* _Available data_

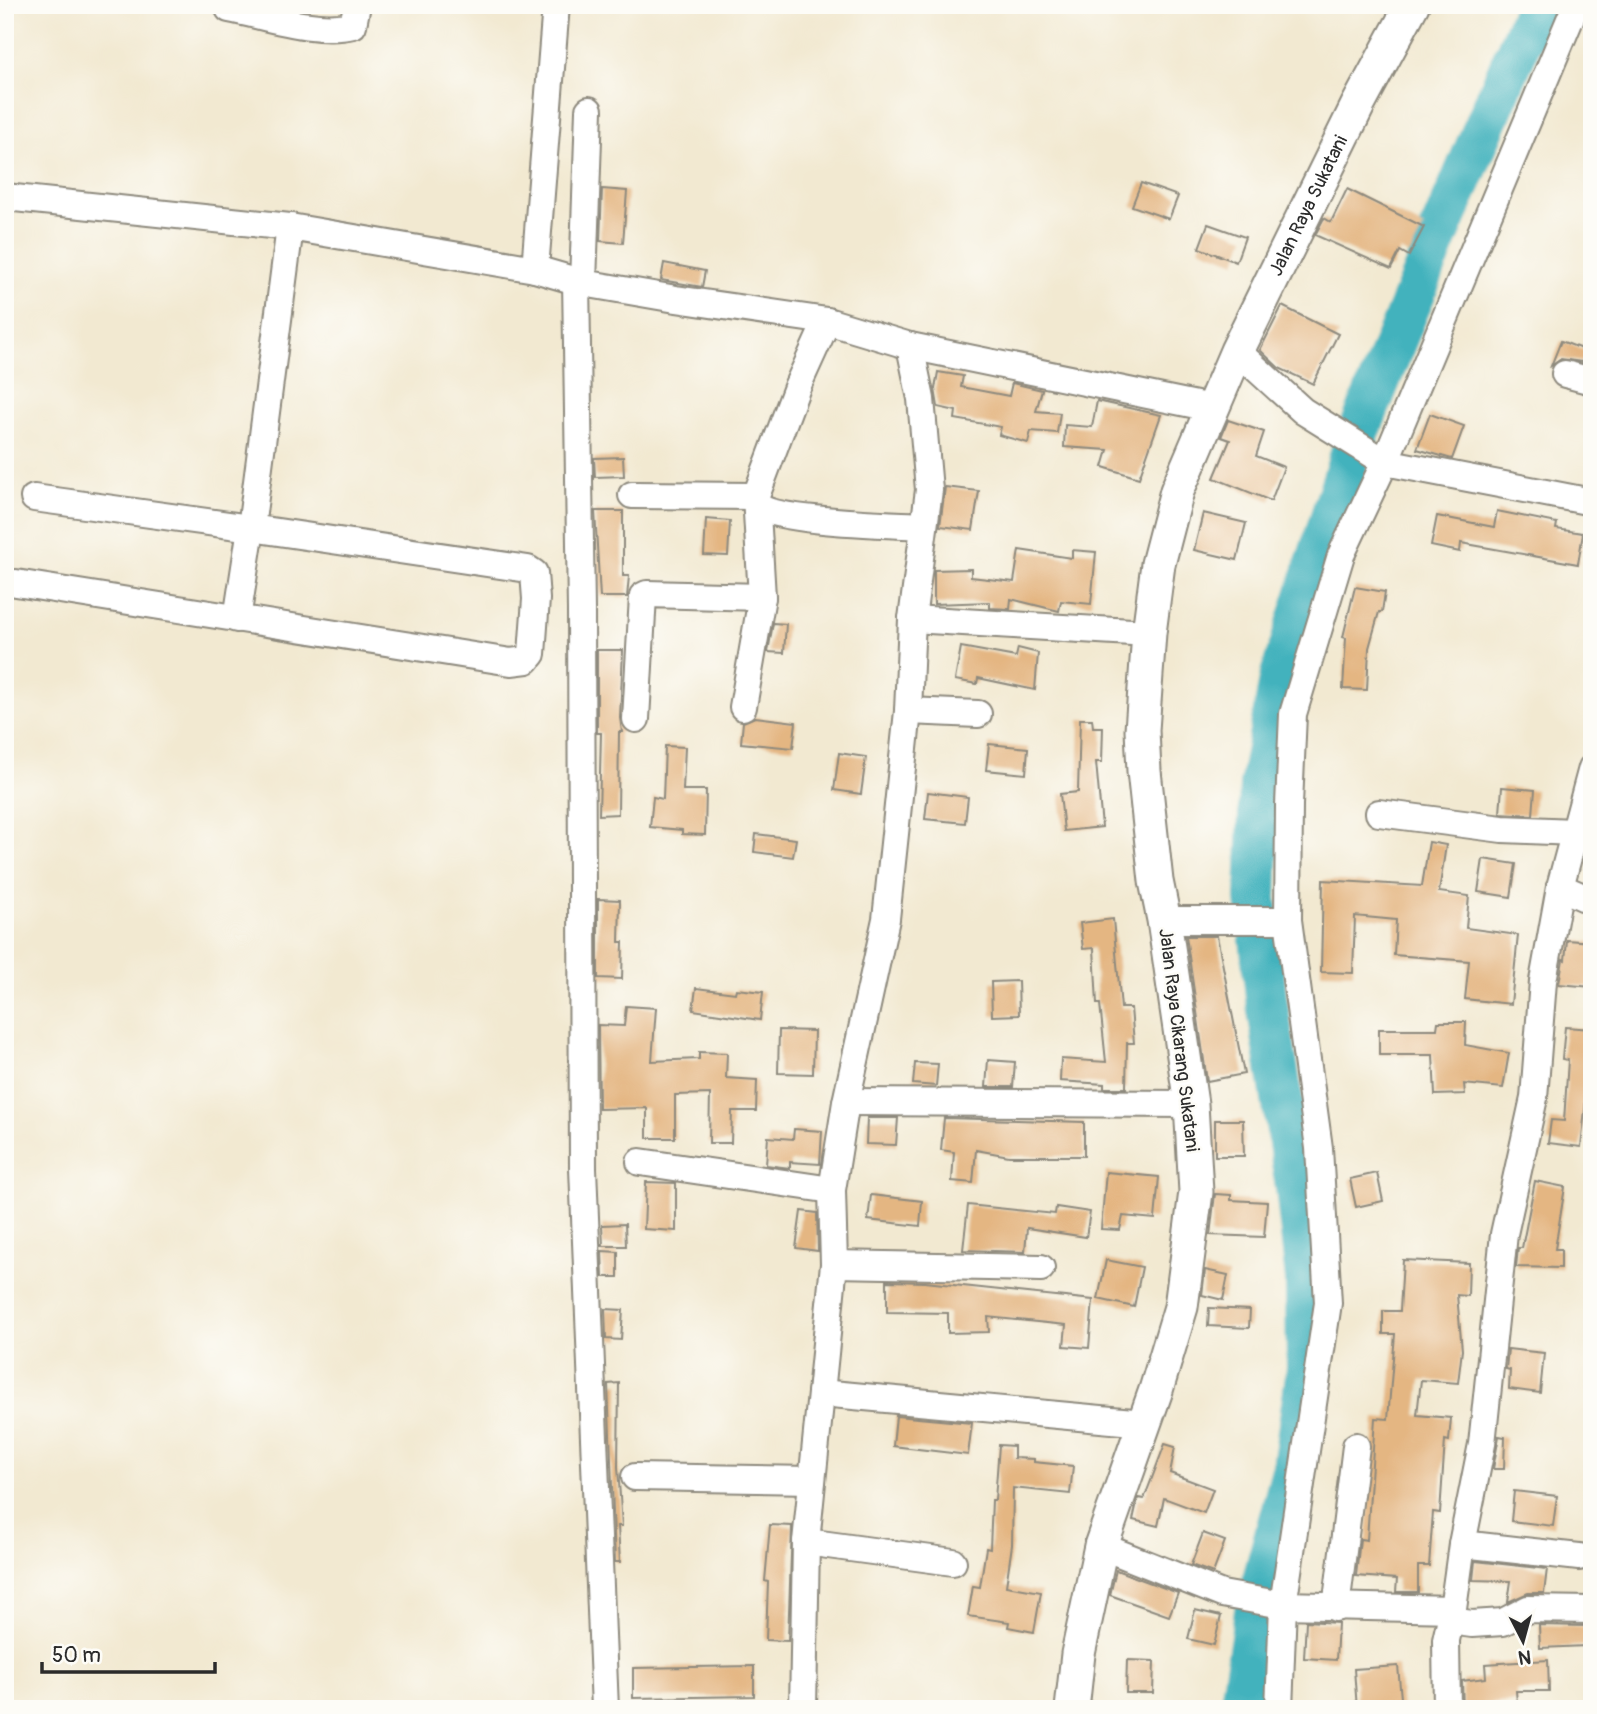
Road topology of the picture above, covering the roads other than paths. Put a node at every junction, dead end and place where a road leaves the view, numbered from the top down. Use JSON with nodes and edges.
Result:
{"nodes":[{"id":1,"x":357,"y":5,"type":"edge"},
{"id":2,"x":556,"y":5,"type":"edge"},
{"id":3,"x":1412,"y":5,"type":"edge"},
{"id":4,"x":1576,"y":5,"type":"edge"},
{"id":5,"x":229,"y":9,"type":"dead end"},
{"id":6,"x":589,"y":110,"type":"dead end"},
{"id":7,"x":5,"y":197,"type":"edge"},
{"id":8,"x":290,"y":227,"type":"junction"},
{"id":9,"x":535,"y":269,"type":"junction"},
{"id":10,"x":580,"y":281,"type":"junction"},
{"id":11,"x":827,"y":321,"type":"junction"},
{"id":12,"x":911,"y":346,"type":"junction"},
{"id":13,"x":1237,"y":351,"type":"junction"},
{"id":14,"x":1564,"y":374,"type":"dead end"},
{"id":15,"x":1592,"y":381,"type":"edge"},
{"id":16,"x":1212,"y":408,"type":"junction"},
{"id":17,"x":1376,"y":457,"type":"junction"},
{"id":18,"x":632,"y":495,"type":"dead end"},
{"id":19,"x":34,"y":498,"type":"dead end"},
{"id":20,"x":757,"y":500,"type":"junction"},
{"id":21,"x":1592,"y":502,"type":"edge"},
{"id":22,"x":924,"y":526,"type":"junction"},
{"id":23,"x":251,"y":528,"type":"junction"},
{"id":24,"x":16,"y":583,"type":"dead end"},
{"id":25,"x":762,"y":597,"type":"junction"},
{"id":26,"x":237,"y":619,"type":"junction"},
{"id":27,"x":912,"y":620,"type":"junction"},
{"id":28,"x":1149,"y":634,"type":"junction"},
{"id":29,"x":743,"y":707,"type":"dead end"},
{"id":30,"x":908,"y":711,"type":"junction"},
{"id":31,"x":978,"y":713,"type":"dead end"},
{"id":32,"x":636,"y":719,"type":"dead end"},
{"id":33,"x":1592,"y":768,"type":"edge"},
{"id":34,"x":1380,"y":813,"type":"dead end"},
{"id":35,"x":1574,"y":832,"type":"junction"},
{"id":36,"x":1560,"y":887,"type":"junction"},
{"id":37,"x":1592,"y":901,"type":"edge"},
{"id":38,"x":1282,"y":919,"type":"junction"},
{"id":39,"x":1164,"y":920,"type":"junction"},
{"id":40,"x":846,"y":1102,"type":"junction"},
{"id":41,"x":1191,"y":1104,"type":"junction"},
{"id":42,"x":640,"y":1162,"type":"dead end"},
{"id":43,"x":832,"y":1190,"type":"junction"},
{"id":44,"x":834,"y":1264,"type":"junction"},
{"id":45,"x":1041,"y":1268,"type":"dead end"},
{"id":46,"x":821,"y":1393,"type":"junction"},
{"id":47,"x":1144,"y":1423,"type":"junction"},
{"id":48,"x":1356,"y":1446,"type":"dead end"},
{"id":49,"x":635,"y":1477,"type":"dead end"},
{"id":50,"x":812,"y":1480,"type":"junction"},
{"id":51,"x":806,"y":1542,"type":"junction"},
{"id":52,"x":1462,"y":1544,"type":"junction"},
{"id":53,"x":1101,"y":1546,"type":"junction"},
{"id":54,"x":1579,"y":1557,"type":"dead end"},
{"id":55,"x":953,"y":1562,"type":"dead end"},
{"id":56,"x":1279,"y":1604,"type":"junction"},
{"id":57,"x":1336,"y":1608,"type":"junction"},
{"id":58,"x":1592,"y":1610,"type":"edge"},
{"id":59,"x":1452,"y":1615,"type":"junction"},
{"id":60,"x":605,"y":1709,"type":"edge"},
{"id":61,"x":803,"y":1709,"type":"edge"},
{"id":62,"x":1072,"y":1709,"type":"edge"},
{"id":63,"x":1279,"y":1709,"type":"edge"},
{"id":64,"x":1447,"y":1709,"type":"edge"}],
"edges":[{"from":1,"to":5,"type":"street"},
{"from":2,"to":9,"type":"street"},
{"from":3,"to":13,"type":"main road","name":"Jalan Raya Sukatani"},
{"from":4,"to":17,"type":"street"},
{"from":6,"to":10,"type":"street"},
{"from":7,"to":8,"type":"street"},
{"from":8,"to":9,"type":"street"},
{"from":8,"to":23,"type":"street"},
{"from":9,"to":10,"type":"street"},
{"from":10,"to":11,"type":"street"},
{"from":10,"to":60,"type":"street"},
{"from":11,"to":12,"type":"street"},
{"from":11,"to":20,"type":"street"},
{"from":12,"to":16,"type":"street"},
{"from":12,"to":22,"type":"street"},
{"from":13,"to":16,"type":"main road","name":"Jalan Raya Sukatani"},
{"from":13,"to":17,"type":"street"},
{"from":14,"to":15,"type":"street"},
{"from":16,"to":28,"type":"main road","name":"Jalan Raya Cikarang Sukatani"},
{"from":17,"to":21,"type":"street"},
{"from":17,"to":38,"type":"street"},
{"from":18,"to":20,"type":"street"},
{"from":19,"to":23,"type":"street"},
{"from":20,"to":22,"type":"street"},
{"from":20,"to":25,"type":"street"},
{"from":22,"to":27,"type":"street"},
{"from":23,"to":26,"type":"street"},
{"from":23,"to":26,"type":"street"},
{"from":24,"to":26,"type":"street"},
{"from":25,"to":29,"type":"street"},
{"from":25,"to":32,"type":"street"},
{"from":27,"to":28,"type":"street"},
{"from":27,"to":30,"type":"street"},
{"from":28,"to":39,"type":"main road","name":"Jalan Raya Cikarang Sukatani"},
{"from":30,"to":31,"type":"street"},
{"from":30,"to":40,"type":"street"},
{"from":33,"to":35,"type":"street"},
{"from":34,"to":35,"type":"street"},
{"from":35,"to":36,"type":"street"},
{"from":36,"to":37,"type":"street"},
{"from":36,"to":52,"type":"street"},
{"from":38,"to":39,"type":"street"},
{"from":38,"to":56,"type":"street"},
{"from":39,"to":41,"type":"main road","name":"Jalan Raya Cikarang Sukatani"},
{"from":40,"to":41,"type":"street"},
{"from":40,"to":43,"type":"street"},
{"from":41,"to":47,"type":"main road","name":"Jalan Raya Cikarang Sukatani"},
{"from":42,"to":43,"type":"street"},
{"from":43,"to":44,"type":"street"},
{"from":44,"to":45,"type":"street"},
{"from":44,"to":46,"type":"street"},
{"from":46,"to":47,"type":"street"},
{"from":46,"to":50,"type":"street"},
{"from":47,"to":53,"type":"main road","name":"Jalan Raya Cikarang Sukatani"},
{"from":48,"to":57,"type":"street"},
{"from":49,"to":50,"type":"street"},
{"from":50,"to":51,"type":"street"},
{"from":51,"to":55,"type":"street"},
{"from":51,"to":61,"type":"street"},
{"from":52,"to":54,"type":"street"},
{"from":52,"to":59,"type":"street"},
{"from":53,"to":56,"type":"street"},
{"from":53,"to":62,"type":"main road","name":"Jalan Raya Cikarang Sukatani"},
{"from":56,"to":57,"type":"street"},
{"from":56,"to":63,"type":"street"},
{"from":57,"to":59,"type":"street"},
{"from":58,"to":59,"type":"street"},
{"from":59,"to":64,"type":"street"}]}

* _Exercise_
Transcribe the records word for word and include no pictures.

* _Exercise result_
Road topology of the picture above, covering the roads other than paths. Put a node at every junction, dead end and place where a road leaves the view, numbered from the top down. Use JSON with nodes and edges.
Result:
{"nodes":[{"id":1,"x":357,"y":5,"type":"edge"},
{"id":2,"x":556,"y":5,"type":"edge"},
{"id":3,"x":1412,"y":5,"type":"edge"},
{"id":4,"x":1576,"y":5,"type":"edge"},
{"id":5,"x":229,"y":9,"type":"dead end"},
{"id":6,"x":589,"y":110,"type":"dead end"},
{"id":7,"x":5,"y":197,"type":"edge"},
{"id":8,"x":290,"y":227,"type":"junction"},
{"id":9,"x":535,"y":269,"type":"junction"},
{"id":10,"x":580,"y":281,"type":"junction"},
{"id":11,"x":827,"y":321,"type":"junction"},
{"id":12,"x":911,"y":346,"type":"junction"},
{"id":13,"x":1237,"y":351,"type":"junction"},
{"id":14,"x":1564,"y":374,"type":"dead end"},
{"id":15,"x":1592,"y":381,"type":"edge"},
{"id":16,"x":1212,"y":408,"type":"junction"},
{"id":17,"x":1376,"y":457,"type":"junction"},
{"id":18,"x":632,"y":495,"type":"dead end"},
{"id":19,"x":34,"y":498,"type":"dead end"},
{"id":20,"x":757,"y":500,"type":"junction"},
{"id":21,"x":1592,"y":502,"type":"edge"},
{"id":22,"x":924,"y":526,"type":"junction"},
{"id":23,"x":251,"y":528,"type":"junction"},
{"id":24,"x":16,"y":583,"type":"dead end"},
{"id":25,"x":762,"y":597,"type":"junction"},
{"id":26,"x":237,"y":619,"type":"junction"},
{"id":27,"x":912,"y":620,"type":"junction"},
{"id":28,"x":1149,"y":634,"type":"junction"},
{"id":29,"x":743,"y":707,"type":"dead end"},
{"id":30,"x":908,"y":711,"type":"junction"},
{"id":31,"x":978,"y":713,"type":"dead end"},
{"id":32,"x":636,"y":719,"type":"dead end"},
{"id":33,"x":1592,"y":768,"type":"edge"},
{"id":34,"x":1380,"y":813,"type":"dead end"},
{"id":35,"x":1574,"y":832,"type":"junction"},
{"id":36,"x":1560,"y":887,"type":"junction"},
{"id":37,"x":1592,"y":901,"type":"edge"},
{"id":38,"x":1282,"y":919,"type":"junction"},
{"id":39,"x":1164,"y":920,"type":"junction"},
{"id":40,"x":846,"y":1102,"type":"junction"},
{"id":41,"x":1191,"y":1104,"type":"junction"},
{"id":42,"x":640,"y":1162,"type":"dead end"},
{"id":43,"x":832,"y":1190,"type":"junction"},
{"id":44,"x":834,"y":1264,"type":"junction"},
{"id":45,"x":1041,"y":1268,"type":"dead end"},
{"id":46,"x":821,"y":1393,"type":"junction"},
{"id":47,"x":1144,"y":1423,"type":"junction"},
{"id":48,"x":1356,"y":1446,"type":"dead end"},
{"id":49,"x":635,"y":1477,"type":"dead end"},
{"id":50,"x":812,"y":1480,"type":"junction"},
{"id":51,"x":806,"y":1542,"type":"junction"},
{"id":52,"x":1462,"y":1544,"type":"junction"},
{"id":53,"x":1101,"y":1546,"type":"junction"},
{"id":54,"x":1579,"y":1557,"type":"dead end"},
{"id":55,"x":953,"y":1562,"type":"dead end"},
{"id":56,"x":1279,"y":1604,"type":"junction"},
{"id":57,"x":1336,"y":1608,"type":"junction"},
{"id":58,"x":1592,"y":1610,"type":"edge"},
{"id":59,"x":1452,"y":1615,"type":"junction"},
{"id":60,"x":605,"y":1709,"type":"edge"},
{"id":61,"x":803,"y":1709,"type":"edge"},
{"id":62,"x":1072,"y":1709,"type":"edge"},
{"id":63,"x":1279,"y":1709,"type":"edge"},
{"id":64,"x":1447,"y":1709,"type":"edge"}],
"edges":[{"from":1,"to":5,"type":"street"},
{"from":2,"to":9,"type":"street"},
{"from":3,"to":13,"type":"main road","name":"Jalan Raya Sukatani"},
{"from":4,"to":17,"type":"street"},
{"from":6,"to":10,"type":"street"},
{"from":7,"to":8,"type":"street"},
{"from":8,"to":9,"type":"street"},
{"from":8,"to":23,"type":"street"},
{"from":9,"to":10,"type":"street"},
{"from":10,"to":11,"type":"street"},
{"from":10,"to":60,"type":"street"},
{"from":11,"to":12,"type":"street"},
{"from":11,"to":20,"type":"street"},
{"from":12,"to":16,"type":"street"},
{"from":12,"to":22,"type":"street"},
{"from":13,"to":16,"type":"main road","name":"Jalan Raya Sukatani"},
{"from":13,"to":17,"type":"street"},
{"from":14,"to":15,"type":"street"},
{"from":16,"to":28,"type":"main road","name":"Jalan Raya Cikarang Sukatani"},
{"from":17,"to":21,"type":"street"},
{"from":17,"to":38,"type":"street"},
{"from":18,"to":20,"type":"street"},
{"from":19,"to":23,"type":"street"},
{"from":20,"to":22,"type":"street"},
{"from":20,"to":25,"type":"street"},
{"from":22,"to":27,"type":"street"},
{"from":23,"to":26,"type":"street"},
{"from":23,"to":26,"type":"street"},
{"from":24,"to":26,"type":"street"},
{"from":25,"to":29,"type":"street"},
{"from":25,"to":32,"type":"street"},
{"from":27,"to":28,"type":"street"},
{"from":27,"to":30,"type":"street"},
{"from":28,"to":39,"type":"main road","name":"Jalan Raya Cikarang Sukatani"},
{"from":30,"to":31,"type":"street"},
{"from":30,"to":40,"type":"street"},
{"from":33,"to":35,"type":"street"},
{"from":34,"to":35,"type":"street"},
{"from":35,"to":36,"type":"street"},
{"from":36,"to":37,"type":"street"},
{"from":36,"to":52,"type":"street"},
{"from":38,"to":39,"type":"street"},
{"from":38,"to":56,"type":"street"},
{"from":39,"to":41,"type":"main road","name":"Jalan Raya Cikarang Sukatani"},
{"from":40,"to":41,"type":"street"},
{"from":40,"to":43,"type":"street"},
{"from":41,"to":47,"type":"main road","name":"Jalan Raya Cikarang Sukatani"},
{"from":42,"to":43,"type":"street"},
{"from":43,"to":44,"type":"street"},
{"from":44,"to":45,"type":"street"},
{"from":44,"to":46,"type":"street"},
{"from":46,"to":47,"type":"street"},
{"from":46,"to":50,"type":"street"},
{"from":47,"to":53,"type":"main road","name":"Jalan Raya Cikarang Sukatani"},
{"from":48,"to":57,"type":"street"},
{"from":49,"to":50,"type":"street"},
{"from":50,"to":51,"type":"street"},
{"from":51,"to":55,"type":"street"},
{"from":51,"to":61,"type":"street"},
{"from":52,"to":54,"type":"street"},
{"from":52,"to":59,"type":"street"},
{"from":53,"to":56,"type":"street"},
{"from":53,"to":62,"type":"main road","name":"Jalan Raya Cikarang Sukatani"},
{"from":56,"to":57,"type":"street"},
{"from":56,"to":63,"type":"street"},
{"from":57,"to":59,"type":"street"},
{"from":58,"to":59,"type":"street"},
{"from":59,"to":64,"type":"street"}]}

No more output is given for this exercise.